─── MATERIAL TO PROCESS ───

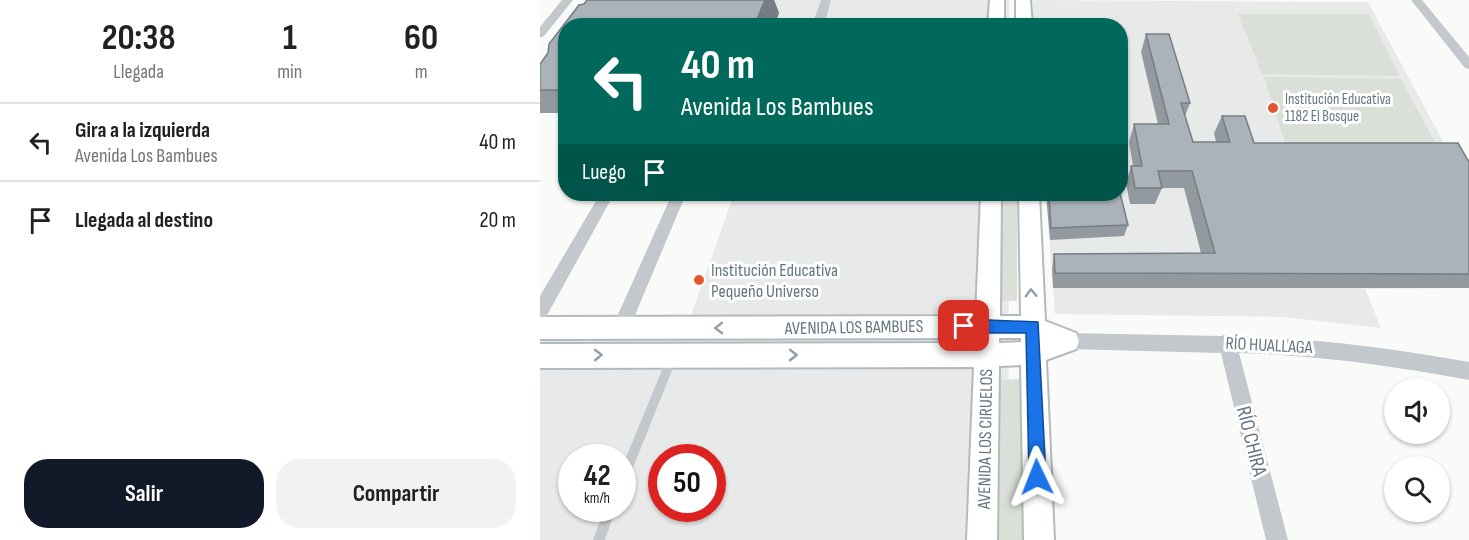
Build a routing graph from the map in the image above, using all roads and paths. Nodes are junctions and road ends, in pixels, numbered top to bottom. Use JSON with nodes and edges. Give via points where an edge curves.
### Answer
{"nodes":[{"id":1,"x":568,"y":0,"type":"edge"},
{"id":2,"x":826,"y":0,"type":"edge"},
{"id":3,"x":997,"y":0,"type":"edge"},
{"id":4,"x":1023,"y":0,"type":"edge"},
{"id":5,"x":1416,"y":0,"type":"edge"},
{"id":6,"x":820,"y":18,"type":"edge"},
{"id":7,"x":996,"y":18,"type":"edge"},
{"id":8,"x":1023,"y":18,"type":"edge"},
{"id":9,"x":540,"y":34,"type":"edge"},
{"id":10,"x":1469,"y":65,"type":"edge"},
{"id":11,"x":604,"y":201,"type":"edge"},
{"id":12,"x":676,"y":201,"type":"edge"},
{"id":13,"x":992,"y":201,"type":"edge"},
{"id":14,"x":1029,"y":201,"type":"edge"},
{"id":15,"x":540,"y":312,"type":"edge"},
{"id":16,"x":988,"y":326,"type":"junction"},
{"id":17,"x":1033,"y":327,"type":"junction"},
{"id":18,"x":540,"y":328,"type":"edge"},
{"id":19,"x":621,"y":328,"type":"junction"},
{"id":20,"x":1068,"y":341,"type":"junction"},
{"id":21,"x":1227,"y":342,"type":"junction"},
{"id":22,"x":1034,"y":353,"type":"junction"},
{"id":23,"x":673,"y":355,"type":"junction"},
{"id":24,"x":987,"y":355,"type":"junction"},
{"id":25,"x":540,"y":356,"type":"edge"},
{"id":26,"x":1469,"y":371,"type":"edge"},
{"id":27,"x":636,"y":446,"type":"edge"},
{"id":28,"x":606,"y":522,"type":"edge"},
{"id":29,"x":599,"y":540,"type":"edge"},
{"id":30,"x":982,"y":540,"type":"edge"},
{"id":31,"x":1039,"y":540,"type":"edge"},
{"id":32,"x":1277,"y":540,"type":"edge"}],
"edges":[{"from":1,"to":9,"type":"street"},
{"from":2,"to":6,"type":"street"},
{"from":3,"to":7,"type":"main road"},
{"from":4,"to":8,"type":"main road"},
{"from":5,"to":10,"type":"street"},
{"from":11,"to":15,"type":"street"},
{"from":12,"to":19,"type":"street"},
{"from":13,"to":16,"type":"main road","name":"AVENIDA LOS CIRUELOS"},
{"from":17,"to":14,"type":"main road","one_way":true},
{"from":16,"to":17,"type":"main road","name":"AVENIDA LOS BAMBUES"},
{"from":16,"to":19,"type":"main road","name":"AVENIDA LOS BAMBUES","one_way":true},
{"from":16,"to":24,"type":"main road","name":"AVENIDA LOS CIRUELOS"},
{"from":17,"to":20,"type":"main road","name":"AVENIDA LOS BAMBUES"},
{"from":17,"to":22,"type":"main road"},
{"from":18,"to":19,"type":"main road","name":"AVENIDA LOS BAMBUES"},
{"from":20,"to":21,"type":"street","name":"RÍO HUALLAGA"},
{"from":20,"to":22,"type":"main road","name":"AVENIDA LOS BAMBUES"},
{"from":21,"to":26,"type":"street","name":"RÍO HUALLAGA","via":[[1296,345]]},
{"from":21,"to":32,"type":"street","name":"RÍO CHIRA"},
{"from":22,"to":24,"type":"main road","name":"AVENIDA LOS BAMBUES"},
{"from":22,"to":31,"type":"main road"},
{"from":23,"to":24,"type":"main road","name":"AVENIDA LOS BAMBUES","one_way":true},
{"from":25,"to":23,"type":"main road","name":"AVENIDA LOS BAMBUES","one_way":true},
{"from":23,"to":27,"type":"lane"},
{"from":24,"to":30,"type":"main road","name":"AVENIDA LOS CIRUELOS"},
{"from":28,"to":29,"type":"lane"}]}
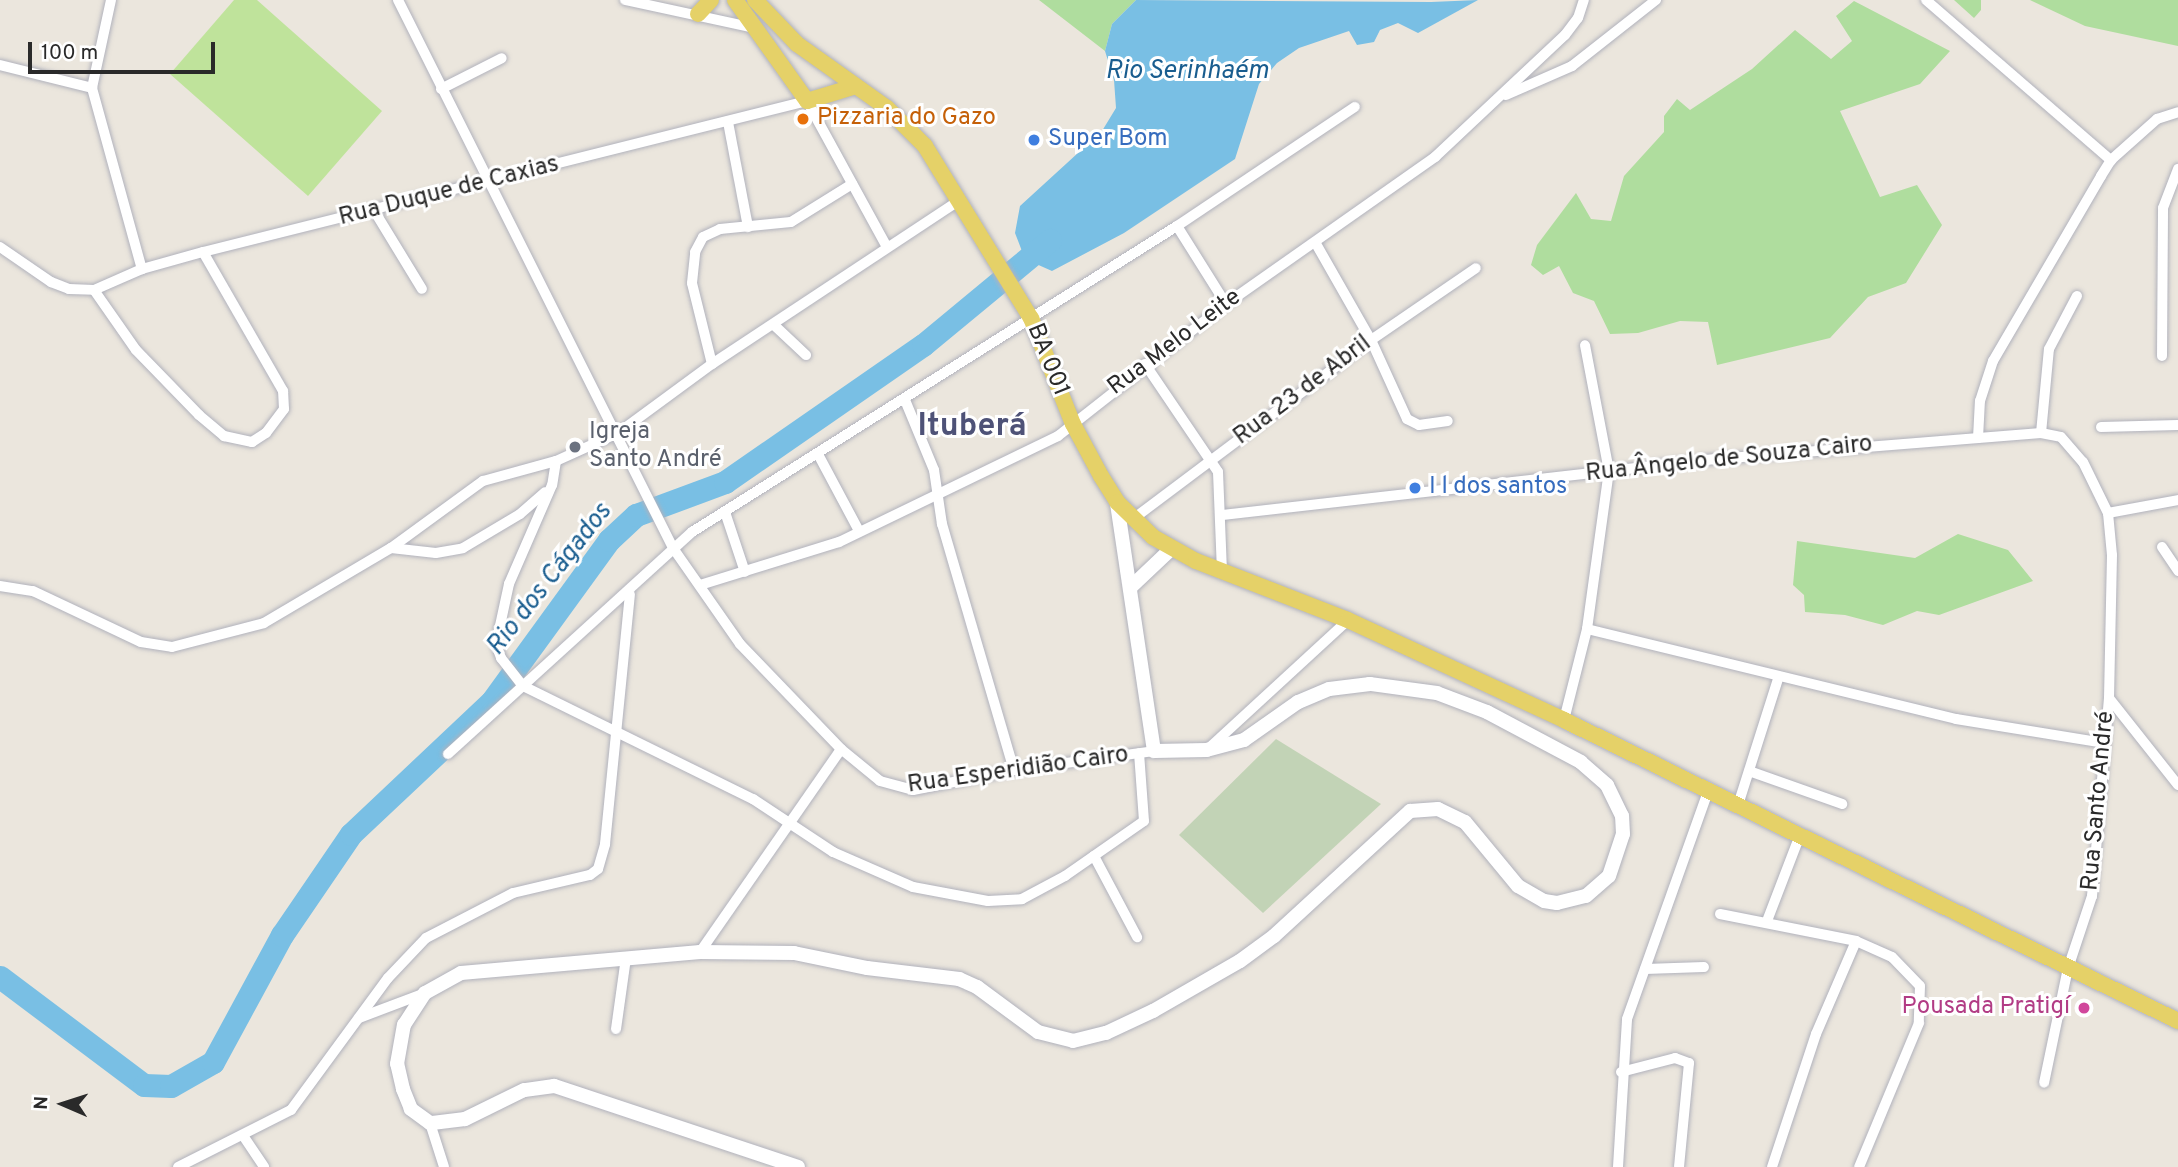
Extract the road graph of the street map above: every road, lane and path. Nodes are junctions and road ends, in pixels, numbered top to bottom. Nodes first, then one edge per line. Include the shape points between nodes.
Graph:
1 (111, 0) edge
2 (398, 0) edge
3 (625, 0) edge
4 (711, 0) edge
5 (735, 0) edge
6 (755, 0) edge
7 (1584, 0) edge
8 (1656, 0) edge
9 (1926, 0) edge
10 (698, 14) junction
11 (758, 28) junction
12 (502, 58) dead end
13 (0, 65) edge
14 (856, 86) junction
15 (92, 88) junction
16 (442, 89) junction
17 (1500, 97) junction
18 (807, 101) junction
19 (1355, 107) dead end
20 (2178, 112) edge
21 (728, 122) junction
22 (2111, 160) junction
23 (2178, 169) edge
24 (488, 183) junction
25 (852, 184) junction
26 (960, 200) junction
27 (375, 212) junction
28 (1177, 226) junction
29 (748, 227) junction
30 (1315, 242) junction
31 (0, 247) edge
32 (887, 247) junction
33 (203, 252) junction
34 (1476, 268) dead end
35 (142, 269) junction
36 (94, 289) junction
37 (422, 289) dead end
38 (2077, 296) dead end
39 (1226, 304) junction
40 (1028, 314) junction
41 (774, 325) junction
42 (1371, 340) junction
43 (1585, 345) dead end
44 (806, 355) dead end
45 (2162, 356) dead end
46 (712, 364) junction
47 (1145, 365) junction
48 (905, 400) junction
49 (1448, 421) dead end
50 (1073, 424) junction
51 (2178, 425) edge
52 (2101, 427) dead end
53 (2041, 433) junction
54 (620, 438) junction
55 (1978, 438) junction
56 (819, 456) junction
57 (1213, 459) junction
58 (556, 461) junction
59 (1609, 471) junction
60 (552, 485) junction
61 (938, 492) junction
62 (2178, 500) edge
63 (1117, 502) junction
64 (725, 512) junction
65 (2108, 513) junction
66 (1223, 515) junction
67 (1133, 519) junction
68 (859, 531) junction
69 (2162, 547) dead end
70 (391, 548) junction
71 (673, 548) junction
72 (1171, 550) junction
73 (1222, 571) junction
74 (2178, 571) edge
75 (745, 572) junction
76 (700, 585) junction
77 (0, 586) edge
78 (1132, 586) junction
79 (629, 594) junction
80 (1348, 620) junction
81 (1587, 629) junction
82 (1779, 679) junction
83 (521, 683) junction
84 (2109, 698) junction
85 (1564, 720) junction
86 (613, 727) junction
87 (2105, 743) junction
88 (841, 749) junction
89 (1207, 750) junction
90 (1154, 751) junction
91 (1139, 753) junction
92 (448, 754) dead end
93 (1014, 770) junction
94 (1749, 771) junction
95 (2178, 785) edge
96 (1709, 789) junction
97 (1842, 804) dead end
98 (1738, 805) junction
99 (790, 825) junction
100 (1800, 835) junction
101 (1094, 856) junction
102 (1720, 914) dead end
103 (1768, 921) junction
104 (1137, 937) dead end
105 (1856, 941) junction
106 (700, 952) junction
107 (626, 958) junction
108 (1704, 967) dead end
109 (2068, 968) junction
110 (1644, 969) junction
111 (425, 993) junction
112 (359, 1018) junction
113 (2178, 1021) edge
114 (616, 1029) dead end
115 (1621, 1072) junction
116 (2044, 1083) dead end
117 (430, 1123) junction
118 (244, 1137) junction
119 (178, 1167) edge
120 (264, 1167) edge
121 (444, 1167) edge
122 (798, 1167) edge
123 (1618, 1167) edge
124 (1679, 1167) edge
125 (1772, 1167) edge
126 (1859, 1167) edge

1 - 15 street
2 - 16 street
3 - 10 street
4 - 10 main road
5 - 11 main road
6 - 14 main road, BA 001 via 797,44
7 - 17 street, Rua Melo Leite via 1574,25
8 - 17 street via 1572,66
9 - 22 street
10 - 11 street
11 - 18 main road
12 - 16 street
13 - 15 street
14 - 18 main road
14 - 26 main road, BA 001 via 916,136
15 - 35 street
16 - 24 street
17 - 30 street, Rua Melo Leite via 1403,183
18 - 21 street, Rua Duque de Caxias
18 - 25 street
19 - 28 street
20 - 22 street via 2157,119
21 - 24 street, Rua Duque de Caxias
21 - 29 street
22 - 55 street via 1993,361 1980,401
23 - 45 street via 2163,208
24 - 27 street, Rua Duque de Caxias
24 - 54 street
25 - 29 street via 791,222
25 - 32 street
26 - 32 street
26 - 40 main road, BA 001
27 - 33 street, Rua Duque de Caxias
27 - 37 street
28 - 39 street
28 - 40 street
29 - 46 street via 707,233 695,252 696,306
30 - 39 street, Rua Melo Leite
30 - 42 street
31 - 36 street via 51,282 69,289
32 - 41 street
33 - 35 street, Rua Duque de Caxias
33 - 36 street via 283,391 284,409 266,433 252,442 224,436 192,409 136,350
34 - 42 street, Rua 23 de Abril
35 - 36 street, Rua Duque de Caxias
38 - 53 street via 2049,349
39 - 47 street, Rua Melo Leite
40 - 48 street
40 - 50 main road, BA 001
41 - 44 street
41 - 46 street
42 - 49 street via 1406,419 1419,425
42 - 57 street, Rua 23 de Abril
43 - 59 street
46 - 54 street
47 - 50 street, Rua Melo Leite
47 - 57 street
48 - 56 street
48 - 61 street via 931,459
50 - 61 street, Rua Melo Leite via 1016,459
50 - 63 main road, BA 001
51 - 52 street
53 - 55 street, Rua Ângelo de Souza Cairo
53 - 65 street, Rua Ângelo de Souza Cairo via 2061,437 2073,448
54 - 58 street
54 - 71 street, Rua Esperidião Cairo
55 - 59 street, Rua Ângelo de Souza Cairo
56 - 64 street
56 - 68 street
57 - 66 street
57 - 67 street, Rua 23 de Abril
58 - 60 street
58 - 70 street via 483,481
59 - 66 street, Rua Ângelo de Souza Cairo
59 - 81 street
60 - 70 street via 520,514 463,548 436,552
60 - 83 street via 509,584 496,644
61 - 68 street, Rua Melo Leite
61 - 93 street via 942,524
62 - 65 street
63 - 67 main road, BA 001
63 - 78 main road
64 - 71 street
64 - 75 street
65 - 84 street, Rua Santo André via 2112,555
66 - 73 street
67 - 72 main road, BA 001
68 - 75 street, Rua Melo Leite via 806,555
69 - 74 street
70 - 77 street via 264,623 172,647 141,642 33,592
71 - 76 street, Rua Esperidião Cairo
71 - 79 street
72 - 73 main road, BA 001
72 - 78 main road
73 - 80 main road, BA 001
75 - 76 street, Rua Melo Leite
76 - 88 street, Rua Esperidião Cairo via 740,644
78 - 90 main road
79 - 83 street
79 - 86 street
80 - 85 main road, BA 001
80 - 89 street
81 - 82 street
81 - 85 street
82 - 87 street via 1956,719
82 - 94 street
83 - 86 street
83 - 92 street
84 - 87 street, Rua Santo André
84 - 95 street
85 - 96 main road, BA 001
86 - 99 street via 753,799
86 - 112 street via 604,858 598,869 513,894 446,925 412,950
87 - 109 street, Rua Santo André via 2092,896
88 - 93 street, Rua Esperidião Cairo via 880,781 902,789 932,788
88 - 99 street
89 - 90 main road
89 - 106 main road via 1244,740 1298,702 1329,689 1370,684 1437,693 1487,712 1595,773 1616,799 1622,816 1618,857 1609,876 1586,895 1557,903 1544,901 1518,886 1465,822 1438,809 1410,811 1240,961 1106,1034 1073,1041 1038,1032 959,979 794,953
90 - 91 street, Rua Esperidião Cairo
91 - 93 street, Rua Esperidião Cairo
91 - 101 street via 1146,817
94 - 97 street
94 - 98 street
96 - 98 main road, BA 001
96 - 110 street
98 - 100 main road, BA 001
99 - 101 street via 833,852 913,887 988,901 1022,899
99 - 106 street
100 - 103 street
100 - 109 main road, BA 001
101 - 104 street
102 - 103 street
103 - 105 street
105 - 125 street via 1816,1034
105 - 126 street via 1903,965 1923,997 1919,1023
106 - 107 main road
107 - 111 main road via 461,973
107 - 114 street
108 - 110 street
109 - 113 main road, BA 001
109 - 116 street, Rua Santo André
110 - 115 street via 1627,1019
111 - 112 street
111 - 117 main road via 404,1025 397,1064 411,1109
112 - 118 street via 303,1098 275,1121
115 - 123 street
115 - 124 street via 1675,1058 1689,1063
117 - 121 street
117 - 122 main road via 465,1119 524,1090 554,1086
118 - 119 street
118 - 120 street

───

## WHAT YOU WILL DO
Please count how many lines of the records include "above", giving the number and nothing else.

## ANSWER FOR THIS EXERCISE
2